## WORK INSTRUCTION
Among the lines of data below, reproduce only those from the one with "ring tip: (186, 227)" through the one with "index mcp: (263, 186)", exactly as they stand, both ends included.
━━━━━ TASK MATERIAL
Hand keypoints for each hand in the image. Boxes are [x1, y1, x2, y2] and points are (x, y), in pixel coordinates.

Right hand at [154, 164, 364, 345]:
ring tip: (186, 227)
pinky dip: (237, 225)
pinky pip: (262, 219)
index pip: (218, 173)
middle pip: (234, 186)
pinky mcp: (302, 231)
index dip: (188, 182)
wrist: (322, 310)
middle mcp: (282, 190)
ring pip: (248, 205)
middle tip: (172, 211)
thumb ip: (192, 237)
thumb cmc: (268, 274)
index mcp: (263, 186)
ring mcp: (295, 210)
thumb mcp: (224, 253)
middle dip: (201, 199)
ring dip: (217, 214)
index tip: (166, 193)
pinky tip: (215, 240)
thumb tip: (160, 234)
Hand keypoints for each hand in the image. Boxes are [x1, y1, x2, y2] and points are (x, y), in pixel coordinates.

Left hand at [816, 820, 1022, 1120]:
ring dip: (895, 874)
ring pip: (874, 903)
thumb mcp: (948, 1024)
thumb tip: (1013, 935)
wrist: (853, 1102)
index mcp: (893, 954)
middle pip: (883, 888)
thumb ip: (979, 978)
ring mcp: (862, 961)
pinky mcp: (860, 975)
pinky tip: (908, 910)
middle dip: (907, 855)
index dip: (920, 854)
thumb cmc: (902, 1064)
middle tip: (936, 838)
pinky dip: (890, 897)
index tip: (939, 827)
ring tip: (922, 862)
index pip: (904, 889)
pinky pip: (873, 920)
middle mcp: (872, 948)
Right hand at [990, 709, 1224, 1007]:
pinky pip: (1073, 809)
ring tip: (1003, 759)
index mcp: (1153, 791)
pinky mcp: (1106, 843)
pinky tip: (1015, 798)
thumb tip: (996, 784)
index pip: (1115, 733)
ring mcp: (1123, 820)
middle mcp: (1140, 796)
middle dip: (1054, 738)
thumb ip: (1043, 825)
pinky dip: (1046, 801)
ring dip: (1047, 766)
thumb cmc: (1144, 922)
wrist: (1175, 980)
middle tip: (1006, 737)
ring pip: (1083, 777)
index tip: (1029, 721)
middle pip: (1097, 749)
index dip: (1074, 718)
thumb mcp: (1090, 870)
━━━━━━━━━━
## SOLUTION FOR THIS TASK
ring tip: (186, 227)
pinky dip: (237, 225)
pinky pip: (262, 219)
index pip: (218, 173)
middle pip: (234, 186)
pinky mcp: (302, 231)
index dip: (188, 182)
wrist: (322, 310)
middle mcp: (282, 190)
ring pip: (248, 205)
middle tip: (172, 211)
thumb ip: (192, 237)
thumb cmc: (268, 274)
index mcp: (263, 186)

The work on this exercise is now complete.